Prompt.
Set out exactly, line by line, the stretch of data below that begins at the line containing "ring mcp: (369, 314)" and ends at the line containing "thumb tip: (644, 378)", with both ends kept.

Top of Exercise materials

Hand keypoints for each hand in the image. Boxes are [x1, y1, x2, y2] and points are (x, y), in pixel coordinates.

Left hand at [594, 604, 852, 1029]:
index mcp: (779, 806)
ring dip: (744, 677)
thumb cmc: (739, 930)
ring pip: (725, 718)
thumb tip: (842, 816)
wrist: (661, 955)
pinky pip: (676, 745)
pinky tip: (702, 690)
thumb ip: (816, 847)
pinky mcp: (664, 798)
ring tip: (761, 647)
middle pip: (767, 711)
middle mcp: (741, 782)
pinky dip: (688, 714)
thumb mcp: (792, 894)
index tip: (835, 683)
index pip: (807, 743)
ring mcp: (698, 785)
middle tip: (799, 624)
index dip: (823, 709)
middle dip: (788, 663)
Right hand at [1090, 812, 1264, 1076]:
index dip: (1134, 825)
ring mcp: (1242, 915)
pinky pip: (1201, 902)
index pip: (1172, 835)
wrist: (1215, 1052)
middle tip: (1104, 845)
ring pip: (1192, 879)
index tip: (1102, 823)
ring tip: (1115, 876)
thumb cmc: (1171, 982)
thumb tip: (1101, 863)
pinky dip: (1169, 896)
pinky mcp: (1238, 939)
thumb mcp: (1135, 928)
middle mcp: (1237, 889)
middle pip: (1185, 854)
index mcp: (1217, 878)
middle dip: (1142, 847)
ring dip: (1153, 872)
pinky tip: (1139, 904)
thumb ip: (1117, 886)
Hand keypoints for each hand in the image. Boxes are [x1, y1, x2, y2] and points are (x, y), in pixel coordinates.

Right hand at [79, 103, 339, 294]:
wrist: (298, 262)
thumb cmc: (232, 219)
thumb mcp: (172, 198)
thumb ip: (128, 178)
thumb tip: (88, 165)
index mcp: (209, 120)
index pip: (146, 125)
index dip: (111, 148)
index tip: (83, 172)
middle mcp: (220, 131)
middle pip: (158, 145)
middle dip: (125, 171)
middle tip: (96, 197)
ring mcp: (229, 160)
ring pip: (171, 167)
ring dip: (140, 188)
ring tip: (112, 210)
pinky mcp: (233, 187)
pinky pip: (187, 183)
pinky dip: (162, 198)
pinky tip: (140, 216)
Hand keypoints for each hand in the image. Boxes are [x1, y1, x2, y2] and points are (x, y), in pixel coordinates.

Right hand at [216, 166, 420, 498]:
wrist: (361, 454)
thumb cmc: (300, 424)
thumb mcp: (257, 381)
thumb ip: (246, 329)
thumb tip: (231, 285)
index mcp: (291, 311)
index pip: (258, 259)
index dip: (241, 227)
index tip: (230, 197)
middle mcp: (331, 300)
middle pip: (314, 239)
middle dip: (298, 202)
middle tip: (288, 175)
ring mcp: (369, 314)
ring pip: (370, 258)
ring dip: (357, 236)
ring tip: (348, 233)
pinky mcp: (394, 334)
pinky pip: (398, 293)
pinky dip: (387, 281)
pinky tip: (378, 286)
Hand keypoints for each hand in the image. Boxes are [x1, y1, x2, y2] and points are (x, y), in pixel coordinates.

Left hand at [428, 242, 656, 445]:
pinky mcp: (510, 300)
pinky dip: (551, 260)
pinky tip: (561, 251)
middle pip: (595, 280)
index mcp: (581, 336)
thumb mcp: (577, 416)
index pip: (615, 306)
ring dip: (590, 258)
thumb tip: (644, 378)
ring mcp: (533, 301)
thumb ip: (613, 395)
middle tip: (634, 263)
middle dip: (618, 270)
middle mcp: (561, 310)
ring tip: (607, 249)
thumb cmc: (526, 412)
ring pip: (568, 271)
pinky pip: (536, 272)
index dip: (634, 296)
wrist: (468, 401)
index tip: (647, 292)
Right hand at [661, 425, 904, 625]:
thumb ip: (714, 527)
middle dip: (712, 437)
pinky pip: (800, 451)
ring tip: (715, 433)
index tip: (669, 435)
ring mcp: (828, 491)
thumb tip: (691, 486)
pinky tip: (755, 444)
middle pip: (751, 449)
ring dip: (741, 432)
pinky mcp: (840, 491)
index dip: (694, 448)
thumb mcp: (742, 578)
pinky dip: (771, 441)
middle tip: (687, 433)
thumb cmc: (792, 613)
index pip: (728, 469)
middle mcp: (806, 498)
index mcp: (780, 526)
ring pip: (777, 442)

Bottom of Exercise materials

Answer to this exercise.
ring mcp: (369, 314)
ring pip: (370, 258)
ring dip: (357, 236)
ring tip: (348, 233)
pinky mcp: (394, 334)
pinky pip: (398, 293)
pinky dip: (387, 281)
pinky tip: (378, 286)
Hand keypoints for each hand in the image. Boxes are [x1, y1, x2, y2] and points are (x, y), in pixel coordinates.

Left hand at [428, 242, 656, 445]:
pinky mcp: (510, 300)
pinky dip: (551, 260)
pinky tip: (561, 251)
middle pip: (595, 280)
index mcp: (581, 336)
thumb mcp: (577, 416)
index pip: (615, 306)
ring dip: (590, 258)
thumb tip: (644, 378)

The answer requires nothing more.